> [BRIEF]:
Copy out each record that follows exactly, and omit any picture you find.

> [RECORDS FOR THE EXERCISE]:
++++++++++

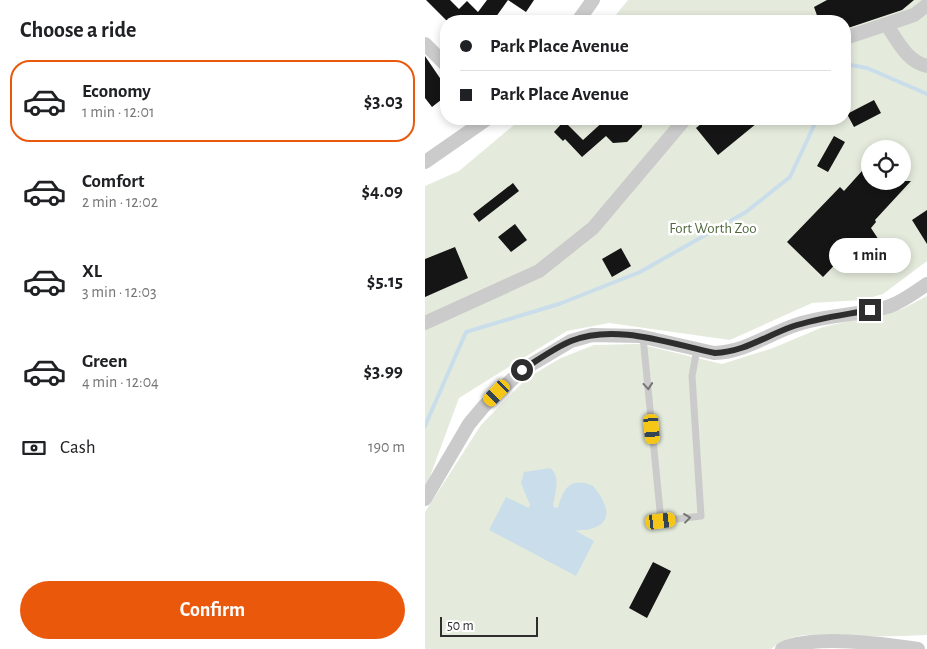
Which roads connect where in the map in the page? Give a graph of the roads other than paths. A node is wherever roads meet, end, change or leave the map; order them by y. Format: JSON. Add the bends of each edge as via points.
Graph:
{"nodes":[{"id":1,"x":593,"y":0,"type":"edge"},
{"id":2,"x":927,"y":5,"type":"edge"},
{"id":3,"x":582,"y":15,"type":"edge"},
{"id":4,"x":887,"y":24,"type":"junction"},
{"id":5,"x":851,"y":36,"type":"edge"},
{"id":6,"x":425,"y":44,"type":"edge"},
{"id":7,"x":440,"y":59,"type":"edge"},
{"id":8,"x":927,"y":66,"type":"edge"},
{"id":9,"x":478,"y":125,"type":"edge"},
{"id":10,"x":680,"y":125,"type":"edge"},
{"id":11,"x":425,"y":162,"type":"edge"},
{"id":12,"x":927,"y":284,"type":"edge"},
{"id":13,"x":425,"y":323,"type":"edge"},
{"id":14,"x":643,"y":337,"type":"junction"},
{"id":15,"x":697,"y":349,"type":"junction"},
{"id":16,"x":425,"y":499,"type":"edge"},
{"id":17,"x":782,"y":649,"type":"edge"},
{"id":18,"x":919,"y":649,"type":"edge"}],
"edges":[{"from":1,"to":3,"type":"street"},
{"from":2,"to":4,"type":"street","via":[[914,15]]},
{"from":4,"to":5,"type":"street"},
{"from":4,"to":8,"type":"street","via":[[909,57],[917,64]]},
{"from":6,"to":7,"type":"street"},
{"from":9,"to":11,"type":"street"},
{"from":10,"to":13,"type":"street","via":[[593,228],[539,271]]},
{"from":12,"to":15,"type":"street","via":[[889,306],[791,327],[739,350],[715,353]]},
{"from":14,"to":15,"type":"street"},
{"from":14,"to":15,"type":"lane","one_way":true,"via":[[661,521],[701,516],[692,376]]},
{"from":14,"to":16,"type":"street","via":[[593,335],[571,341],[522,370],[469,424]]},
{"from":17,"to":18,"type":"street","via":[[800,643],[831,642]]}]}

++++++++++

> [OUTPUT FOR THIS EXERCISE]:
Which roads connect where in the map in the page? Give a graph of the roads other than paths. A node is wherever roads meet, end, change or leave the map; order them by y. Format: JSON. Add the bends of each edge as via points.
Graph:
{"nodes":[{"id":1,"x":593,"y":0,"type":"edge"},
{"id":2,"x":927,"y":5,"type":"edge"},
{"id":3,"x":582,"y":15,"type":"edge"},
{"id":4,"x":887,"y":24,"type":"junction"},
{"id":5,"x":851,"y":36,"type":"edge"},
{"id":6,"x":425,"y":44,"type":"edge"},
{"id":7,"x":440,"y":59,"type":"edge"},
{"id":8,"x":927,"y":66,"type":"edge"},
{"id":9,"x":478,"y":125,"type":"edge"},
{"id":10,"x":680,"y":125,"type":"edge"},
{"id":11,"x":425,"y":162,"type":"edge"},
{"id":12,"x":927,"y":284,"type":"edge"},
{"id":13,"x":425,"y":323,"type":"edge"},
{"id":14,"x":643,"y":337,"type":"junction"},
{"id":15,"x":697,"y":349,"type":"junction"},
{"id":16,"x":425,"y":499,"type":"edge"},
{"id":17,"x":782,"y":649,"type":"edge"},
{"id":18,"x":919,"y":649,"type":"edge"}],
"edges":[{"from":1,"to":3,"type":"street"},
{"from":2,"to":4,"type":"street","via":[[914,15]]},
{"from":4,"to":5,"type":"street"},
{"from":4,"to":8,"type":"street","via":[[909,57],[917,64]]},
{"from":6,"to":7,"type":"street"},
{"from":9,"to":11,"type":"street"},
{"from":10,"to":13,"type":"street","via":[[593,228],[539,271]]},
{"from":12,"to":15,"type":"street","via":[[889,306],[791,327],[739,350],[715,353]]},
{"from":14,"to":15,"type":"street"},
{"from":14,"to":15,"type":"lane","one_way":true,"via":[[661,521],[701,516],[692,376]]},
{"from":14,"to":16,"type":"street","via":[[593,335],[571,341],[522,370],[469,424]]},
{"from":17,"to":18,"type":"street","via":[[800,643],[831,642]]}]}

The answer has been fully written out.